You Have Experienced Decision Fatigue
The theory for this condition, or effect, is that after making many difficult and even mundane decisions, your capacity for making decisions depletes over the day. This means that you make quick and hasty decisions that you may later regret or that you postpone important decisions until another time.
Grocery stores have known this for some time, even if psychologists are still researching the effect, and stock their end of shelves and till displays accordingly.
This article will show the importance of automating certain decisions so that willpower is left for the big things in life.
Children Feel Decision Fatigue
Life used to be simpler. You had one thing to eat for breakfast.
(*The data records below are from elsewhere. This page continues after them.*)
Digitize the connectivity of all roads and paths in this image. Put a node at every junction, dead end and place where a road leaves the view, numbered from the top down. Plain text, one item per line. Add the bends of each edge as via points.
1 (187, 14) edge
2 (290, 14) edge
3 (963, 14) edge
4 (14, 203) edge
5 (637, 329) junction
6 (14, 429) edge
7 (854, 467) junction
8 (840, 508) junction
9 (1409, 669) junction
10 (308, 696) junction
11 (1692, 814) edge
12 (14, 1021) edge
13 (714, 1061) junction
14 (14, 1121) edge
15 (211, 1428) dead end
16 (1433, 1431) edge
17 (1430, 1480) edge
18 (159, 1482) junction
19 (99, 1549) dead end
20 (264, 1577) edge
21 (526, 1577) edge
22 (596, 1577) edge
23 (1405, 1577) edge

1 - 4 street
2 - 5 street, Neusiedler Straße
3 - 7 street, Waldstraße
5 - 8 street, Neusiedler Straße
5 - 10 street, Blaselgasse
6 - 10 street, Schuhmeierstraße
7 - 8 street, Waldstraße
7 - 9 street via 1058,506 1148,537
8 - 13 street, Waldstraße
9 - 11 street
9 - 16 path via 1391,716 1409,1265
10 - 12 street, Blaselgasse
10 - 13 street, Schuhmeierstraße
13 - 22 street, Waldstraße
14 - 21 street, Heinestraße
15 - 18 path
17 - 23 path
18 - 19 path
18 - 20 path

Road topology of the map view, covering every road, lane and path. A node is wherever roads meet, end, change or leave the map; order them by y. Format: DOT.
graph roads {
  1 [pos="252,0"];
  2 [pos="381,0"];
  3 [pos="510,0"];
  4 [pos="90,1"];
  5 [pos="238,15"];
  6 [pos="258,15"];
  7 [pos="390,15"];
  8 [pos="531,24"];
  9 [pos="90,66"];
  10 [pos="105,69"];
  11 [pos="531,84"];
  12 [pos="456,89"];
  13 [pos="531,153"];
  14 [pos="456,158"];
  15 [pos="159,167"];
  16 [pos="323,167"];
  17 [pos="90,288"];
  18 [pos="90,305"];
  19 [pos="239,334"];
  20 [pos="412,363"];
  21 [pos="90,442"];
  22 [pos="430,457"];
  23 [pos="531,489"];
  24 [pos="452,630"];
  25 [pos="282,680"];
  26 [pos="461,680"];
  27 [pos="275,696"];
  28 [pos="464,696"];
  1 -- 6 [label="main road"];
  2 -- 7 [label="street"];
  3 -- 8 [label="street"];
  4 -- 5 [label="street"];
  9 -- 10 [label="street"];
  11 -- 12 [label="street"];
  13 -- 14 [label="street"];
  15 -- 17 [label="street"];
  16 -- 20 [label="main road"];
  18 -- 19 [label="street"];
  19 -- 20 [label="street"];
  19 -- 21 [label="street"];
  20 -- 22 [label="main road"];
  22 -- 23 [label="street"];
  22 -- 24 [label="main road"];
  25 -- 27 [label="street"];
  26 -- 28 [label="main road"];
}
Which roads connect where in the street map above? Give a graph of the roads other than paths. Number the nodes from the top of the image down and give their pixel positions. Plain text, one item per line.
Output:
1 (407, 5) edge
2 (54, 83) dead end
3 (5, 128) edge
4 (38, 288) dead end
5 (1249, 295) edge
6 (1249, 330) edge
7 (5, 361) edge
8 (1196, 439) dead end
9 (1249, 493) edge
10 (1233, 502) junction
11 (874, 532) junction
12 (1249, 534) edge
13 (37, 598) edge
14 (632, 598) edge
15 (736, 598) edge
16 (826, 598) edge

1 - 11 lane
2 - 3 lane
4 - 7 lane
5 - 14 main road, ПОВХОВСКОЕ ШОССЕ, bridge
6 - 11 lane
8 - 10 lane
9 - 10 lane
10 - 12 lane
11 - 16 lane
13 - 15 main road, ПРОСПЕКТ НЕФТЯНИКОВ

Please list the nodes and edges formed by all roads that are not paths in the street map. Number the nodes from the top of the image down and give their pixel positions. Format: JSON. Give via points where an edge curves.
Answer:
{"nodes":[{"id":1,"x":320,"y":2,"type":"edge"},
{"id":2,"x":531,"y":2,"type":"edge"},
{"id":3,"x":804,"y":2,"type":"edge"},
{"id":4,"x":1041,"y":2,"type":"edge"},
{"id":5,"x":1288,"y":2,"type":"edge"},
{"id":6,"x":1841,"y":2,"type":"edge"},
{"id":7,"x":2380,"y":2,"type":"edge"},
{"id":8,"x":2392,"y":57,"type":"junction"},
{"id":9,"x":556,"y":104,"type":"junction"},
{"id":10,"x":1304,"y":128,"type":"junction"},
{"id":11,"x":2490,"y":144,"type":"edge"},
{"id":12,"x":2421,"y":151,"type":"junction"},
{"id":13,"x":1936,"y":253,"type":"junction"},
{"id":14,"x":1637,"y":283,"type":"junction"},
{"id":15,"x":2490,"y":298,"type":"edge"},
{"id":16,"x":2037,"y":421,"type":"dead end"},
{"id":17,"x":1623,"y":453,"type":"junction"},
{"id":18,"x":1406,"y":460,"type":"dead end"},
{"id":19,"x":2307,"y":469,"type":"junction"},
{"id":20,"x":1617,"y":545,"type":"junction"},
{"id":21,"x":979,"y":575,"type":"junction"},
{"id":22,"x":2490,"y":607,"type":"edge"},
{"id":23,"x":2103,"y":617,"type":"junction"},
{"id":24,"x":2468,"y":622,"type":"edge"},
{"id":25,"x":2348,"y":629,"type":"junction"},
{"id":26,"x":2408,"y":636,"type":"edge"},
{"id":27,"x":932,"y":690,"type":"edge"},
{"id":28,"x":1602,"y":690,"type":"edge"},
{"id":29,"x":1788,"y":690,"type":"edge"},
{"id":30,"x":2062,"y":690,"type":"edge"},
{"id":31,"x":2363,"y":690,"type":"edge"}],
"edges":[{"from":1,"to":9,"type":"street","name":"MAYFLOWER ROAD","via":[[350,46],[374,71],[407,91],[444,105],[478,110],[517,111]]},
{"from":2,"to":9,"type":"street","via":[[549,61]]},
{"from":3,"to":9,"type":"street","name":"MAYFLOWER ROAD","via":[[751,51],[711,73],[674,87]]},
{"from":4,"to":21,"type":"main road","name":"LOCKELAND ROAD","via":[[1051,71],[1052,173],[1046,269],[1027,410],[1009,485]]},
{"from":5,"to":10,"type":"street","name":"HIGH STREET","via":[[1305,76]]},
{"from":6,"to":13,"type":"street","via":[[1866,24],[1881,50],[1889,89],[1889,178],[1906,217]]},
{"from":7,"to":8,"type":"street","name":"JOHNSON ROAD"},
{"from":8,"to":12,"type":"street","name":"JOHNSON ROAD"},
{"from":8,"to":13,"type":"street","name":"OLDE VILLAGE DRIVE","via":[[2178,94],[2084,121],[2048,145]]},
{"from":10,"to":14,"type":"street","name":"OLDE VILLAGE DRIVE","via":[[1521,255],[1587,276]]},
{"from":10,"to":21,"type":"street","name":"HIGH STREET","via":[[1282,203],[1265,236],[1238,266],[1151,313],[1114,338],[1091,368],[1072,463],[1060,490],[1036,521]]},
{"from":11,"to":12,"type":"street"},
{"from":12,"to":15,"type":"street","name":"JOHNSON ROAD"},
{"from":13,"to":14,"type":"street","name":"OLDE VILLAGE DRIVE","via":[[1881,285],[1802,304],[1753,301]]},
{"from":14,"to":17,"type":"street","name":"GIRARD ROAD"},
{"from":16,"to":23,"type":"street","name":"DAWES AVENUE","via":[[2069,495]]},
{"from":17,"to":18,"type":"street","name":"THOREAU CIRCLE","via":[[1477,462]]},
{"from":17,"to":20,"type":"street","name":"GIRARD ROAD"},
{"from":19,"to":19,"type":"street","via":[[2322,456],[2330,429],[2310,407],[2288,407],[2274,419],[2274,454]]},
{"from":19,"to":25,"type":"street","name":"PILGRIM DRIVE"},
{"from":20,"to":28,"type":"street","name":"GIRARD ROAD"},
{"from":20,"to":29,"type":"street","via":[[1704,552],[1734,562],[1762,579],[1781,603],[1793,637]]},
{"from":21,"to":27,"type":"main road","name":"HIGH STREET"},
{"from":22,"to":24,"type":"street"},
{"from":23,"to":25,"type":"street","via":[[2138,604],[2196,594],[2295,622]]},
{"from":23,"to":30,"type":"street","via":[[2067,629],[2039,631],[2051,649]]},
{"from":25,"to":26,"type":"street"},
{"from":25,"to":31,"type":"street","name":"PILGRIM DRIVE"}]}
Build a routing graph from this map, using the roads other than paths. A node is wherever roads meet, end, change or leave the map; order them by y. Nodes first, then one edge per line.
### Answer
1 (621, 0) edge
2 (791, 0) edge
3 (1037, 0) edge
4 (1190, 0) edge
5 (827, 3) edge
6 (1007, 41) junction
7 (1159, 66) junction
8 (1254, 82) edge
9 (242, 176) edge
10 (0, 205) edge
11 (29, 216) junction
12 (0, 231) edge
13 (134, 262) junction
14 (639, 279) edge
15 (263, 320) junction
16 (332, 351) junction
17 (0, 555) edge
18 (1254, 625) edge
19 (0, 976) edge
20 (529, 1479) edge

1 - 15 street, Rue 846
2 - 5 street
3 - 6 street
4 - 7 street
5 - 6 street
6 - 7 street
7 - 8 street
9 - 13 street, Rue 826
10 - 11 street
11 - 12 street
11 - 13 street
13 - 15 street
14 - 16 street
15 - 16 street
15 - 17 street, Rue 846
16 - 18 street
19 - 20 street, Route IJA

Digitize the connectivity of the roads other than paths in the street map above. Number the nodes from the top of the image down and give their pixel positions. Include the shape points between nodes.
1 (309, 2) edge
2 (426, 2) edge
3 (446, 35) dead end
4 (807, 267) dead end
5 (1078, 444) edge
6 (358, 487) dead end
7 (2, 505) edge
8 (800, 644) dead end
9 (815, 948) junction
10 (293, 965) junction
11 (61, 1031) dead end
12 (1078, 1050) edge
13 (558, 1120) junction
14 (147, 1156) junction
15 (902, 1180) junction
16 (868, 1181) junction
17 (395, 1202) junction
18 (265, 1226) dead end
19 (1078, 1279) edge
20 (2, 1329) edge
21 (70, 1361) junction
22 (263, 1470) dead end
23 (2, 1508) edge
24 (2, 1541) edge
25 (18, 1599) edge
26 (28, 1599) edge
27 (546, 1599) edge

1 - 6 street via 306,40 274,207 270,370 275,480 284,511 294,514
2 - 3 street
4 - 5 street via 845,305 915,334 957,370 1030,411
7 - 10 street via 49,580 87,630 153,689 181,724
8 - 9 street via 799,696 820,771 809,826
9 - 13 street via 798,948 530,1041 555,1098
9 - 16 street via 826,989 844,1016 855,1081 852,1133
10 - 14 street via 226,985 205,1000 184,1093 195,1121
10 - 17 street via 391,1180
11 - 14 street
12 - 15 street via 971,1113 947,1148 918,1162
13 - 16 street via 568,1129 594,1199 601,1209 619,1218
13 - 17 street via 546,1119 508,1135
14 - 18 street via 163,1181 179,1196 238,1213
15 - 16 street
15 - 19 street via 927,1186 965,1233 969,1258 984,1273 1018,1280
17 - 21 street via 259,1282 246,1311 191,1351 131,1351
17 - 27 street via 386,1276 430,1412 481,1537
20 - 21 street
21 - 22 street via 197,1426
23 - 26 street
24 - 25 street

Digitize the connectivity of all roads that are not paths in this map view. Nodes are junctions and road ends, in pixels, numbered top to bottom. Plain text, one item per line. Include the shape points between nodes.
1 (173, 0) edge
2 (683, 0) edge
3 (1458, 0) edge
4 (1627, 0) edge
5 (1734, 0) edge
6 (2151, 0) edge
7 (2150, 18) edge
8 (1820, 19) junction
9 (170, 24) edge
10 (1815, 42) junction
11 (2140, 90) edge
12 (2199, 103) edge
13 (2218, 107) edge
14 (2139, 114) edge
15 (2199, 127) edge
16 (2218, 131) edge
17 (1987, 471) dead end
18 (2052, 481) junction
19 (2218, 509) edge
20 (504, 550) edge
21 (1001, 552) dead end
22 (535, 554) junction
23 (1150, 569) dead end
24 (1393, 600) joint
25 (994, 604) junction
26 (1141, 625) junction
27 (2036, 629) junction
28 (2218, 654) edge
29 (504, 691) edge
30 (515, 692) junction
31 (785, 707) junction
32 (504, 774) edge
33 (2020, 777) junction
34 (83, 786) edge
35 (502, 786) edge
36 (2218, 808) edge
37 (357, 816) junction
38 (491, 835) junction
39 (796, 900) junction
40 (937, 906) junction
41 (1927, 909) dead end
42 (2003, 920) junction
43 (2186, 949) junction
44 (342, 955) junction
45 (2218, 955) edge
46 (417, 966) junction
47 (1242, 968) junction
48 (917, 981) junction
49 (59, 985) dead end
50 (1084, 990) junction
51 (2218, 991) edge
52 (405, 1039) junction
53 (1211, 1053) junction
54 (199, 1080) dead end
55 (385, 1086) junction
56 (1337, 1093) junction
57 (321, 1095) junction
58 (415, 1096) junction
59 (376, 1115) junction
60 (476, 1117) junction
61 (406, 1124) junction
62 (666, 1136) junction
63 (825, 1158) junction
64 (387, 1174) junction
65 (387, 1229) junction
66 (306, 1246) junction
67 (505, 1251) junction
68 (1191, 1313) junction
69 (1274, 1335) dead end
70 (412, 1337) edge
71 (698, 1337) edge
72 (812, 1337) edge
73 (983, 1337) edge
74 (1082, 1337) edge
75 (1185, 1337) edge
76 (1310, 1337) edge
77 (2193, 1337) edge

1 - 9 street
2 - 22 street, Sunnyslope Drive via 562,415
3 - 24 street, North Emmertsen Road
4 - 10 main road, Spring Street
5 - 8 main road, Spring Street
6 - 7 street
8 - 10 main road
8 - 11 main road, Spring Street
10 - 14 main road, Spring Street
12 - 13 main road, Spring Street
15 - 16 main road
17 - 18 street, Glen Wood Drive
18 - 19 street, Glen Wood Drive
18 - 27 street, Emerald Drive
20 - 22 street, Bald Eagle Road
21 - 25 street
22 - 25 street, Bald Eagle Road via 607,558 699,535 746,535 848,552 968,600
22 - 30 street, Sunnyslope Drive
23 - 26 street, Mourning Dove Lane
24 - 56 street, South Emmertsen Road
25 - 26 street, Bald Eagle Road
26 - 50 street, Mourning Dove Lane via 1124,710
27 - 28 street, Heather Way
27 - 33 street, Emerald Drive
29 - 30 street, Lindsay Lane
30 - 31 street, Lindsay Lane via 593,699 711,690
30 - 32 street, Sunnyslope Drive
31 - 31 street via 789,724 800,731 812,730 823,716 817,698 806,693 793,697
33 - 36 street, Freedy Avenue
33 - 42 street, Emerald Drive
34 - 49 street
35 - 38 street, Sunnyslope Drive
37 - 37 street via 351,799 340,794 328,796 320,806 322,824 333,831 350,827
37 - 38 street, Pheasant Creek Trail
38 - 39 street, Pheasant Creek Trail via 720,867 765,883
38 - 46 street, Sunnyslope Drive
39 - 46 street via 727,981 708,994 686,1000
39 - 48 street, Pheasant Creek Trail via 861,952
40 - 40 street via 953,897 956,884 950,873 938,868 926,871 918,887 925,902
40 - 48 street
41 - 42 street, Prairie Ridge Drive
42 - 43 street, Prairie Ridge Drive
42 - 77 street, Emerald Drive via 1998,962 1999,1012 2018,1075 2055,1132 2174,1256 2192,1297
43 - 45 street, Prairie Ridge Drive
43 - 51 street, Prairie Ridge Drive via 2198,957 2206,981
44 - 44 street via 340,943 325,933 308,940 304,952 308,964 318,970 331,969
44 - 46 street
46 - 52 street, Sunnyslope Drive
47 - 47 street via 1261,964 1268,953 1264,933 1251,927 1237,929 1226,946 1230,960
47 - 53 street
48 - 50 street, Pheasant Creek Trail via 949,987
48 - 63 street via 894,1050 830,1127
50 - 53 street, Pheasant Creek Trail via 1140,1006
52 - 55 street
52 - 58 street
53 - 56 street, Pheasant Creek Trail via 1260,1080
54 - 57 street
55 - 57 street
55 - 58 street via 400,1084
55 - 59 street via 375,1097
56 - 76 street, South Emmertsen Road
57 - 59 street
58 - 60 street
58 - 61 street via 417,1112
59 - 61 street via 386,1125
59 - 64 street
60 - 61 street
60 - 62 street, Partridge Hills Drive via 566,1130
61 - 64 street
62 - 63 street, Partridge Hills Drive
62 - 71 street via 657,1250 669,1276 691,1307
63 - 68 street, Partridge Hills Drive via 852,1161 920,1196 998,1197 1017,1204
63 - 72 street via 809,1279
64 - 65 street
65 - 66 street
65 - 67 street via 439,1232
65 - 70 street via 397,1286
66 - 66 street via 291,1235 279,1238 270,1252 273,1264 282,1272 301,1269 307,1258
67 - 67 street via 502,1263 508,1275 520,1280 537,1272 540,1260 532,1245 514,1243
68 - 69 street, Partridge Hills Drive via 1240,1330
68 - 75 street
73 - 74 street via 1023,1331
You had one set of clothes for school (in the UK, school uniforms are mandatory in almost every school, making life a lot easier for everyone). You went to the nearest school and then did whatever sport was offered there. Everyone else did the same.
Now, children are the victims of decision fatigue, just like the rest of us. From the moment they wake up, children making decisions all day, such as
- What do you want to eat for breakfast?
- Cake or fruit for your afternoon snack?
- What shall I wear to school?
And as well as answering 1001 questions from family, teachers, and coaches.
By the time it gets to the evening, their willpower has been reduced, and they end up making the easiest choice: doing nothing! Or watching whatever the streaming service algorithm tells them to watch.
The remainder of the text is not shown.